# WHAT YOU ARE ASKED TO DO
Which lines of the records below contain the word "this"? Report each of them in full.
BEGIN AVAILABLE RECORDS
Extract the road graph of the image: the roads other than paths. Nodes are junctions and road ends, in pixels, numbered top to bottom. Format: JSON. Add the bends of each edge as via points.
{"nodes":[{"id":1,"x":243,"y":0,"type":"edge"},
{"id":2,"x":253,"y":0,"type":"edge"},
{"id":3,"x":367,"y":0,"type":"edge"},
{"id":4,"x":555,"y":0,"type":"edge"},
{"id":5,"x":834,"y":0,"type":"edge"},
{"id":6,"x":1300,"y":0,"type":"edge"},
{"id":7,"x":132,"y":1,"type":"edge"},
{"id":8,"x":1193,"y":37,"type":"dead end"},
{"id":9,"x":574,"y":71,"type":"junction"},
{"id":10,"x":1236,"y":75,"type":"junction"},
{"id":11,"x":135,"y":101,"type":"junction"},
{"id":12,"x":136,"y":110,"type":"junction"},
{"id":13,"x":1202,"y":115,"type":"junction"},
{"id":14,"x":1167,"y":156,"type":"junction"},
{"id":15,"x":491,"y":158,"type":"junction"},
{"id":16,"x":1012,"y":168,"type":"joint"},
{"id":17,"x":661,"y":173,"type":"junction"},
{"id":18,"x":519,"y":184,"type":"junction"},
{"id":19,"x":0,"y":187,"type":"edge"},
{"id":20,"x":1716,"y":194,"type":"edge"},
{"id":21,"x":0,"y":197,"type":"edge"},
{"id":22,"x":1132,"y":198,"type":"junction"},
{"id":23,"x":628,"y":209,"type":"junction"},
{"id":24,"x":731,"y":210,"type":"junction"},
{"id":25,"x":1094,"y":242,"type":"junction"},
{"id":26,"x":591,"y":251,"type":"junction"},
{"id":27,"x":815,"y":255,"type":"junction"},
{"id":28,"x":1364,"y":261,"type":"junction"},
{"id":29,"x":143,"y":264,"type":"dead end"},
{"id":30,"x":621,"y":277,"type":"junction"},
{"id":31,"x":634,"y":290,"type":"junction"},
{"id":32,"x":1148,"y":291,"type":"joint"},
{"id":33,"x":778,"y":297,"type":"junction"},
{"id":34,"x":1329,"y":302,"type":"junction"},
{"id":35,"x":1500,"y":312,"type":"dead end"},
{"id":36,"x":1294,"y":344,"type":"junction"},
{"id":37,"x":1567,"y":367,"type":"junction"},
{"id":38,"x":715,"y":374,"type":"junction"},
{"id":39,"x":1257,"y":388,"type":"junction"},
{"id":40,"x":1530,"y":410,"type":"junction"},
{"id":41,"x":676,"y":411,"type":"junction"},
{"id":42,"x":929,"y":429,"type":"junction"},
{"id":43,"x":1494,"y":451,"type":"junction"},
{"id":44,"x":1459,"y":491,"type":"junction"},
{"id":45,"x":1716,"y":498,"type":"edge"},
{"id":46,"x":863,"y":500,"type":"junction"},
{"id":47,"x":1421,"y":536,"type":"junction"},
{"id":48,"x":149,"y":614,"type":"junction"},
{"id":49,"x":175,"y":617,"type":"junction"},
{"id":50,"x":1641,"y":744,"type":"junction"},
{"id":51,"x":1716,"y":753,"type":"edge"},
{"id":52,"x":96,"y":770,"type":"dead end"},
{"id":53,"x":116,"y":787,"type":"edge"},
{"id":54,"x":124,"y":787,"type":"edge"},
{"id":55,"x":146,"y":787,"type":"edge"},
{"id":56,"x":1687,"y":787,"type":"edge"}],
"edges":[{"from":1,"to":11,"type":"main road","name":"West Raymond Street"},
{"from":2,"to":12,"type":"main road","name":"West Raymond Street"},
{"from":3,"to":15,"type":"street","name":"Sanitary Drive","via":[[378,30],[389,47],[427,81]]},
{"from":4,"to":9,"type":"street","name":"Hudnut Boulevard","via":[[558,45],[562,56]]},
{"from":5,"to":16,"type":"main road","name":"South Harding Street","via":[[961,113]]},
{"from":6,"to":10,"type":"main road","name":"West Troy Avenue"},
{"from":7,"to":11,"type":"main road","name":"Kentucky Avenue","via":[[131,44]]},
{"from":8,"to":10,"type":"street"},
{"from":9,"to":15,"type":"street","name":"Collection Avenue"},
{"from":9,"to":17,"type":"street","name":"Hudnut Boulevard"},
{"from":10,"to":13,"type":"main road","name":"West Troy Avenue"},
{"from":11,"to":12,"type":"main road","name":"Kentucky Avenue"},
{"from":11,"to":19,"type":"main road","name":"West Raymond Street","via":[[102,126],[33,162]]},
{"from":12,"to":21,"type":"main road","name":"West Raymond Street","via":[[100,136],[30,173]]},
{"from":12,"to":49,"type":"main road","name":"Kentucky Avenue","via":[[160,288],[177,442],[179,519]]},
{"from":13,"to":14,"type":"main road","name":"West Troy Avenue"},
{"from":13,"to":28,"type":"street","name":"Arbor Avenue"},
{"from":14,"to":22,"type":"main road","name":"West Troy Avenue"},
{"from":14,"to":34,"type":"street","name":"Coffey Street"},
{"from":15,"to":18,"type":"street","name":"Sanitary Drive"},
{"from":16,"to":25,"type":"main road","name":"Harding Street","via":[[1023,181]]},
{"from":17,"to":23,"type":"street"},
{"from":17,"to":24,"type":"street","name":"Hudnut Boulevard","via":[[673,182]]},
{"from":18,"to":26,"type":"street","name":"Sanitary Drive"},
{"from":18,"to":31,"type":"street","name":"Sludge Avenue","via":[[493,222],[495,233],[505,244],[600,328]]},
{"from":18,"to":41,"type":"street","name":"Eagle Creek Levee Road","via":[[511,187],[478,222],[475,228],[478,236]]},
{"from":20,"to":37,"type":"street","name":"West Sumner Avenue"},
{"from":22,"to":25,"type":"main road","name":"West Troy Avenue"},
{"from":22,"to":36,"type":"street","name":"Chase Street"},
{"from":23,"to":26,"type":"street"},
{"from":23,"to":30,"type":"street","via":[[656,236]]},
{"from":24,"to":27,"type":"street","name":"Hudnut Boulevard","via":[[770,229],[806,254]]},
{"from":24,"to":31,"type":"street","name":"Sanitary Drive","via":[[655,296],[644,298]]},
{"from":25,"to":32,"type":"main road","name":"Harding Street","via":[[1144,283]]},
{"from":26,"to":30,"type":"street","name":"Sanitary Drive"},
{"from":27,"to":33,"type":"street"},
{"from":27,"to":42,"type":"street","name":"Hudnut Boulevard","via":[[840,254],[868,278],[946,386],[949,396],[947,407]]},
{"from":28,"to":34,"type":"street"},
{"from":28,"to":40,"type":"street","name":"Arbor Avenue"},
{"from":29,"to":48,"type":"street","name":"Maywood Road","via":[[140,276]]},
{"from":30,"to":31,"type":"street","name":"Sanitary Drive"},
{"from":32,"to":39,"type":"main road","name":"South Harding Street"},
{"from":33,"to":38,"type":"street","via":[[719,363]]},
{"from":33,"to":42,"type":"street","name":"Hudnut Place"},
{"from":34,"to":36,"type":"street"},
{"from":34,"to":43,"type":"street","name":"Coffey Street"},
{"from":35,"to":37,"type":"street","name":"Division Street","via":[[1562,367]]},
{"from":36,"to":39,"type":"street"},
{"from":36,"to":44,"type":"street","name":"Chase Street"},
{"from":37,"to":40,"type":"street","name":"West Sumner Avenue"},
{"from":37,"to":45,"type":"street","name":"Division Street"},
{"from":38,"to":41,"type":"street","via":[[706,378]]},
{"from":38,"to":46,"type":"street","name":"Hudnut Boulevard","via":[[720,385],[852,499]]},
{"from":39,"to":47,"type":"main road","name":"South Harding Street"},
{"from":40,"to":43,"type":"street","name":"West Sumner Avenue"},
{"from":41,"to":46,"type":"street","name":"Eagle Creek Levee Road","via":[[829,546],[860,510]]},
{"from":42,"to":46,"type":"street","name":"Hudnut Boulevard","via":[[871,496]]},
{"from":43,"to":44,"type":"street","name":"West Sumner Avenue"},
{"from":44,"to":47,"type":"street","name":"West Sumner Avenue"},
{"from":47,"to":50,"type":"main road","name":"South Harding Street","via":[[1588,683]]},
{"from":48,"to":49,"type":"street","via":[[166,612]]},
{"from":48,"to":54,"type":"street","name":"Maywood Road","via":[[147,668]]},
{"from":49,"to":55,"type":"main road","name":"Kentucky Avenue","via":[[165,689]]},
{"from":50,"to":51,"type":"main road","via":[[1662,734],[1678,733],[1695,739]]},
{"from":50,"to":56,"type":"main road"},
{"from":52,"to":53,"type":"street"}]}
END AVAILABLE RECORDS
BEGIN AVAILABLE RECORDS
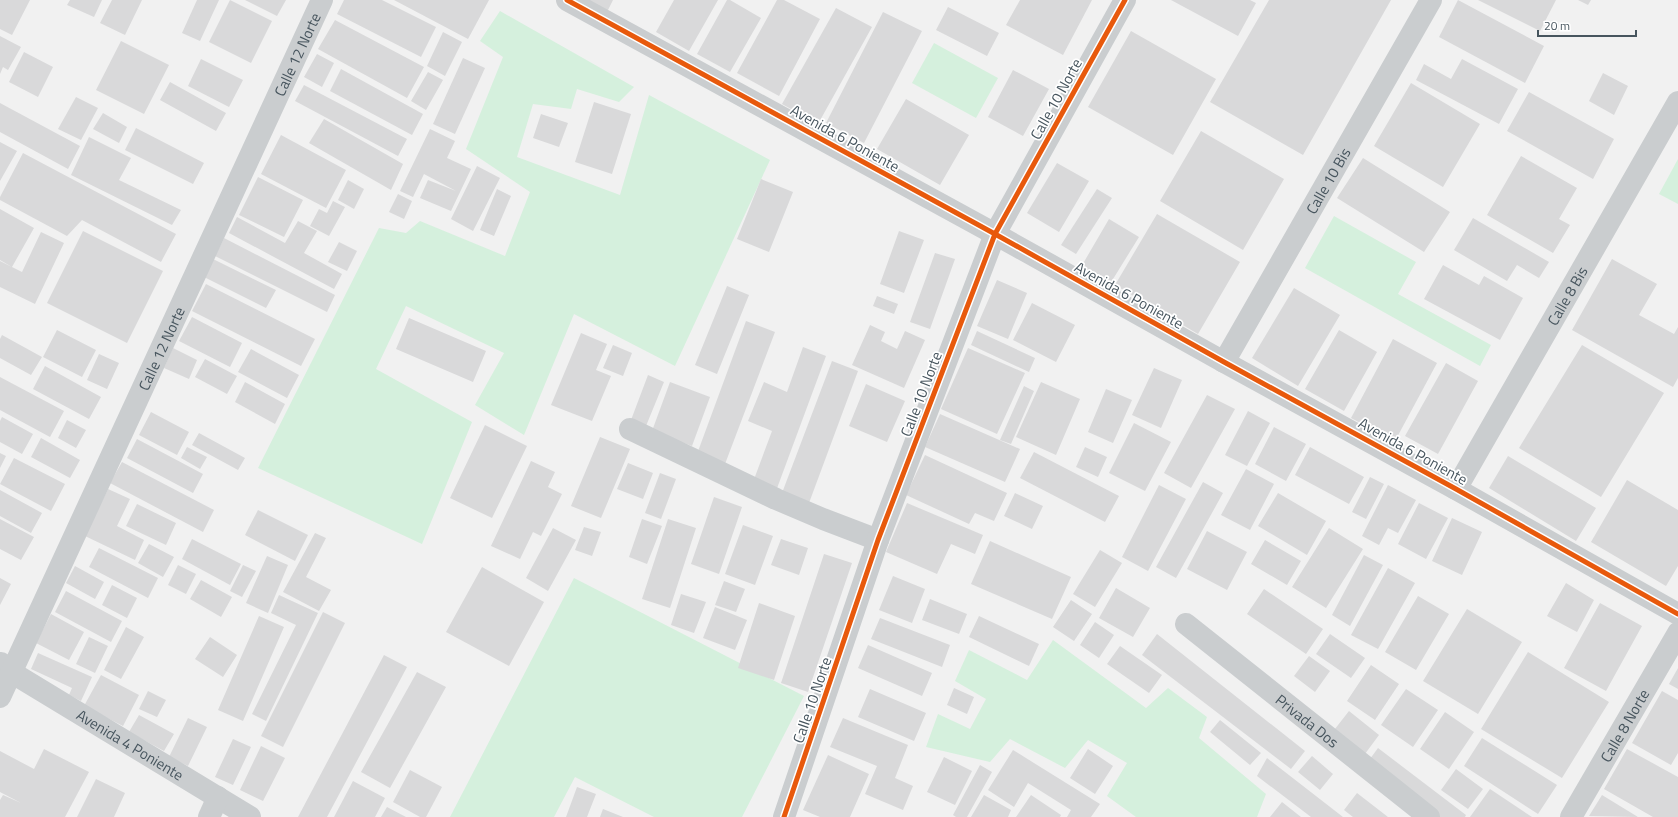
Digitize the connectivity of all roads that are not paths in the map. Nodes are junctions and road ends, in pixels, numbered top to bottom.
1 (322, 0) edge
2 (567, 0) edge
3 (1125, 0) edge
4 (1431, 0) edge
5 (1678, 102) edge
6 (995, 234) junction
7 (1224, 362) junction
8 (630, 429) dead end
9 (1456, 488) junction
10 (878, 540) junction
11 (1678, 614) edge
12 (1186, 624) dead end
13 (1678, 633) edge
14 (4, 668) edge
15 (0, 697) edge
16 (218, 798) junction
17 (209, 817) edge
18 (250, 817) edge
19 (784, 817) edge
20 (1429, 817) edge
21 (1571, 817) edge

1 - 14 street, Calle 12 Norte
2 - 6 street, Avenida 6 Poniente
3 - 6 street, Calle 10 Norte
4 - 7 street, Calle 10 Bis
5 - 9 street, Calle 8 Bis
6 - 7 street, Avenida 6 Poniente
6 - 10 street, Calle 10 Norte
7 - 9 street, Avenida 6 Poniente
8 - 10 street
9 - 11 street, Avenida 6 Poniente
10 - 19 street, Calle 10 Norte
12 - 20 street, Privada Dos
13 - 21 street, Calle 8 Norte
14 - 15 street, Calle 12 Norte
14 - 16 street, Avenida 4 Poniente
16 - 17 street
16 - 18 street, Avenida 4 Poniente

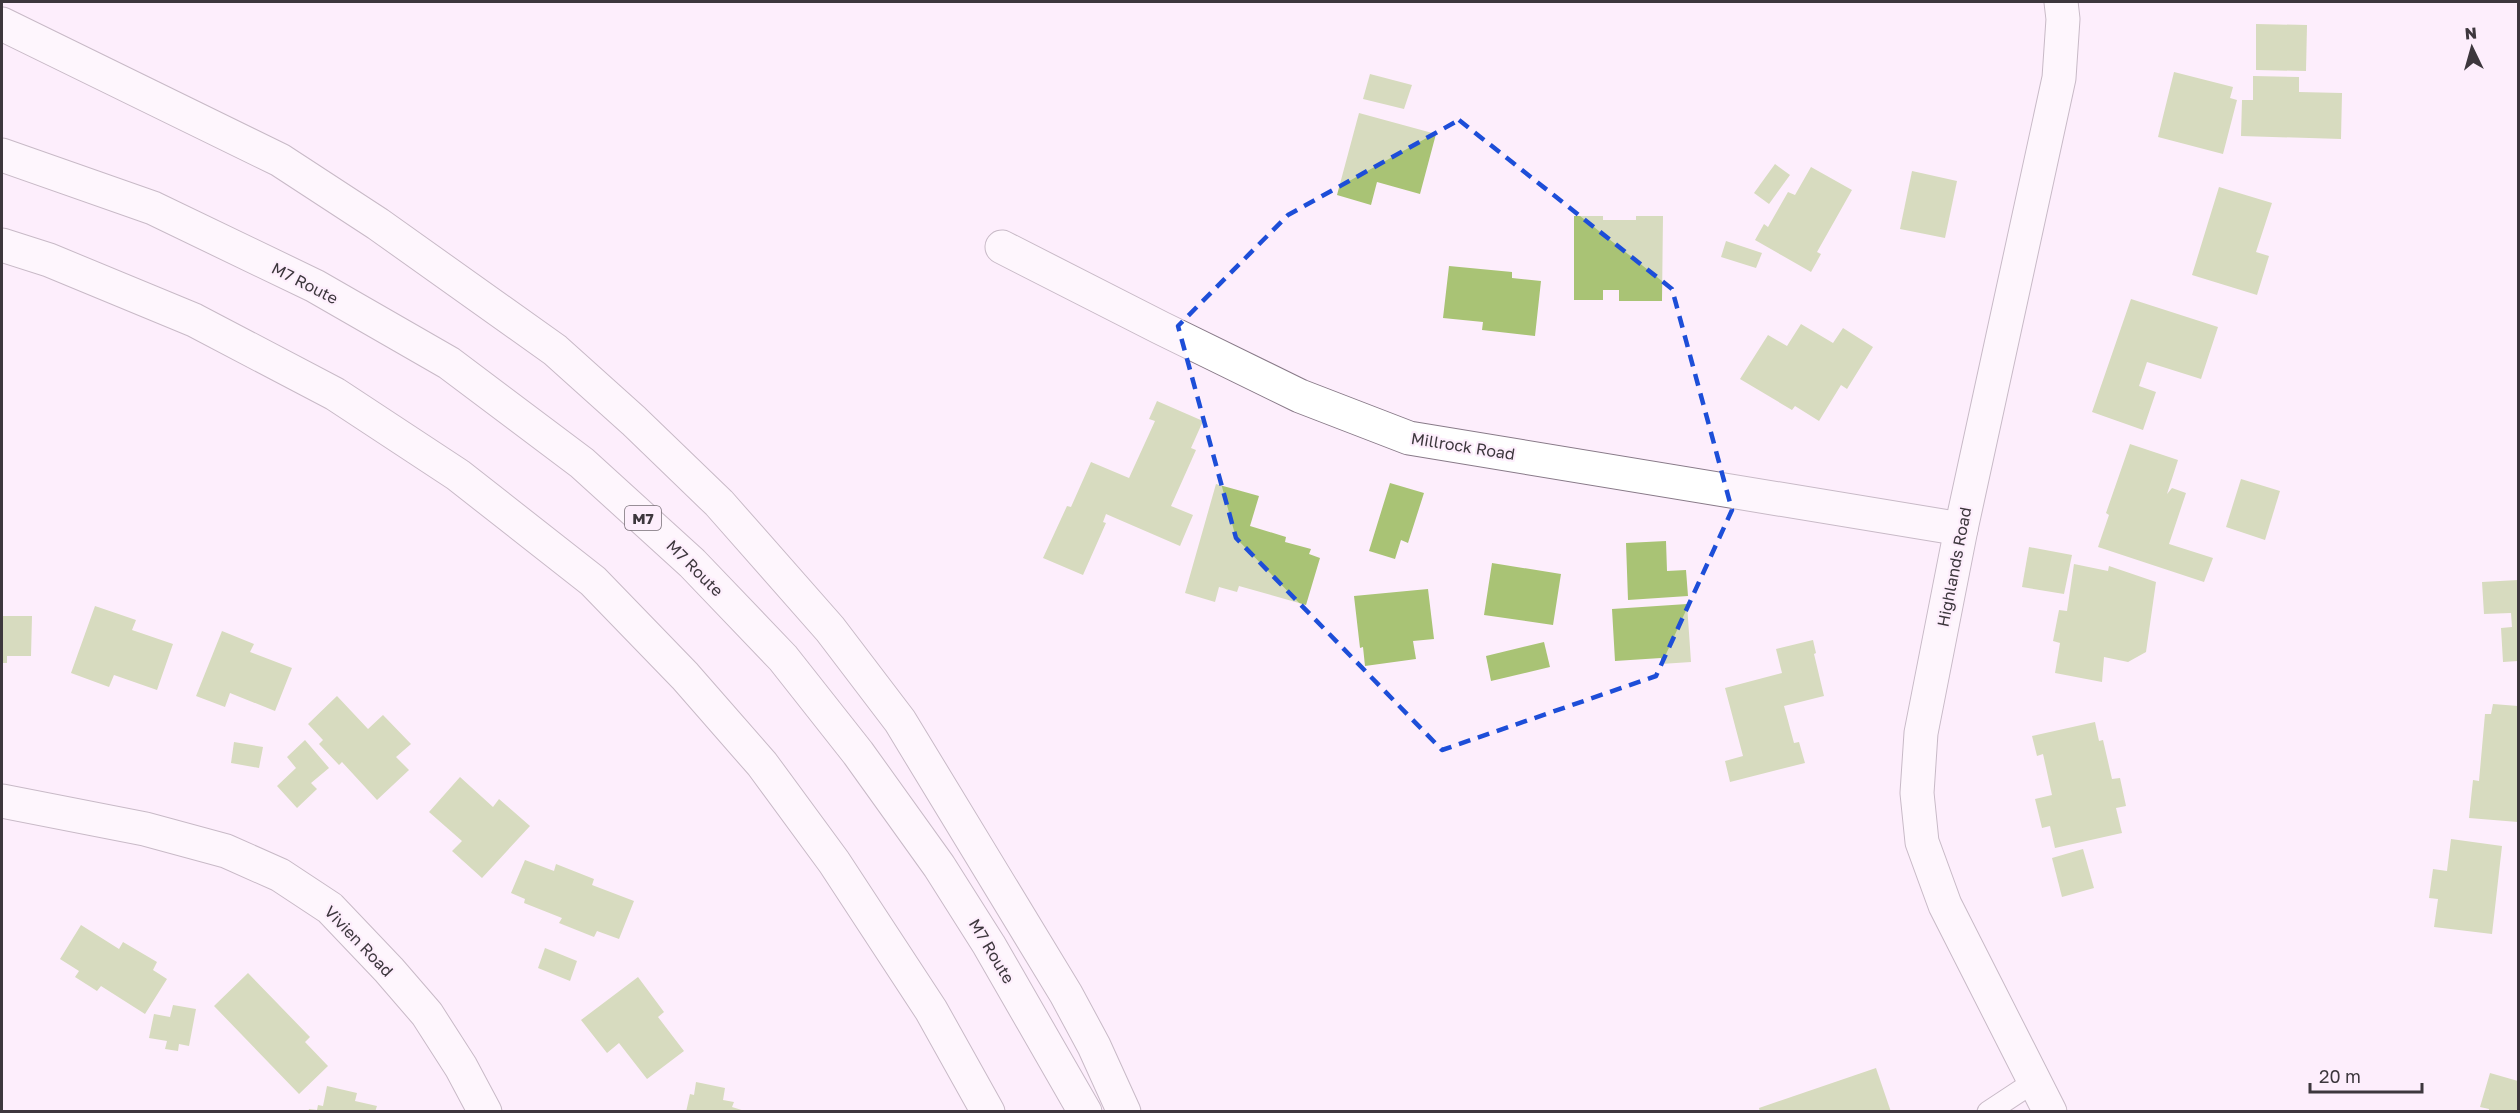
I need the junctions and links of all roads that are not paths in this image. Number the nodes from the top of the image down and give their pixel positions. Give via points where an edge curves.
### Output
END AVAILABLE RECORDS
BEGIN AVAILABLE RECORDS
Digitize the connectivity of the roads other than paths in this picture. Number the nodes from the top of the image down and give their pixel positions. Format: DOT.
END AVAILABLE RECORDS
# EXERCISE RESULT
I need the junctions and links of all roads that are not paths in this image. Number the nodes from the top of the image down and give their pixel positions. Give via points where an edge curves.
Digitize the connectivity of the roads other than paths in this picture. Number the nodes from the top of the image down and give their pixel positions. Format: DOT.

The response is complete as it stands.